I believe that people are willing to stand up for what they believe in, as the working people of Chile, Somalia, Myanmar, Belarus, Zimbabwe and Hong Kong have shown us over the past year, and as workers in many other parts of the world have shown us in recent times.
In the past year, we have secured the entry into force of the Treaty on the Prohibition of Nuclear Weapons (TPNW) with over 50 states ratifying it, and we must continue to build the campaign to make nuclear weapons not just immoral but illegal, too.
The peace movement and the workers’ movement are just two aspects of the same struggle for dignity, respect and security. Some people are more involved in one than the other, although so often people don’t distinguish.
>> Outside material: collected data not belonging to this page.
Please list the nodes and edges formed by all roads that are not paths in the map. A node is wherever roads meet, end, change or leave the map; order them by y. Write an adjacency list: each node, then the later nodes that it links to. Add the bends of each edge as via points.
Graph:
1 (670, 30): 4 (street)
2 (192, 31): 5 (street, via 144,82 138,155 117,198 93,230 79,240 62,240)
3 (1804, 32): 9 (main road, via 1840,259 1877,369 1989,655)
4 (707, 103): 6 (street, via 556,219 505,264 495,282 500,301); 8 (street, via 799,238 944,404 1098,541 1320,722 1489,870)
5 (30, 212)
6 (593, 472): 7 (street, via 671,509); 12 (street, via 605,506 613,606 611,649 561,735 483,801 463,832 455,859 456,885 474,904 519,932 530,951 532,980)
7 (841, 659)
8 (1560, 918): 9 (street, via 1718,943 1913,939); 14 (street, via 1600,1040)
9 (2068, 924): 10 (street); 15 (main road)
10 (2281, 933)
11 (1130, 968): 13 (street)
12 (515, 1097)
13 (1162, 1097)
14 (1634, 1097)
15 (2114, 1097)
We need to share our goals, our motivation, and our commitment and the unity in action will follow, but that unity in action is the cement that will bind the movements back together.
ITUC and IPB have become really strong partners. How do you see the future of this collaboration and could it be an example also for other national and international cooperation?
The IPB’s Co-President, Philip Jennings, has spent a lifetime in the trade union movement first in Britain and then globally, and he represents the strength of the relationship. Working together at the regional, as well as national, level, bringing young and old together in our inter-generational events, and supporting the same lobbying and public campaigning will make that relationship truly powerful.
Maybe you have a final personal word for all the “Easter marchers”?
I pay tribute to those people who are marching for peace in the same way that trade unions have always marched for justice – indeed, before the internet, before even the telephone, it was marching that brought us together and demonstrated – if I can use the word – that the power of our arguments was underpinned by the argument of our power.
In your activism, in your protest, though there are often setbacks and obstacles in your way, there are victories too. And above all, know that you never, ever, walk alone.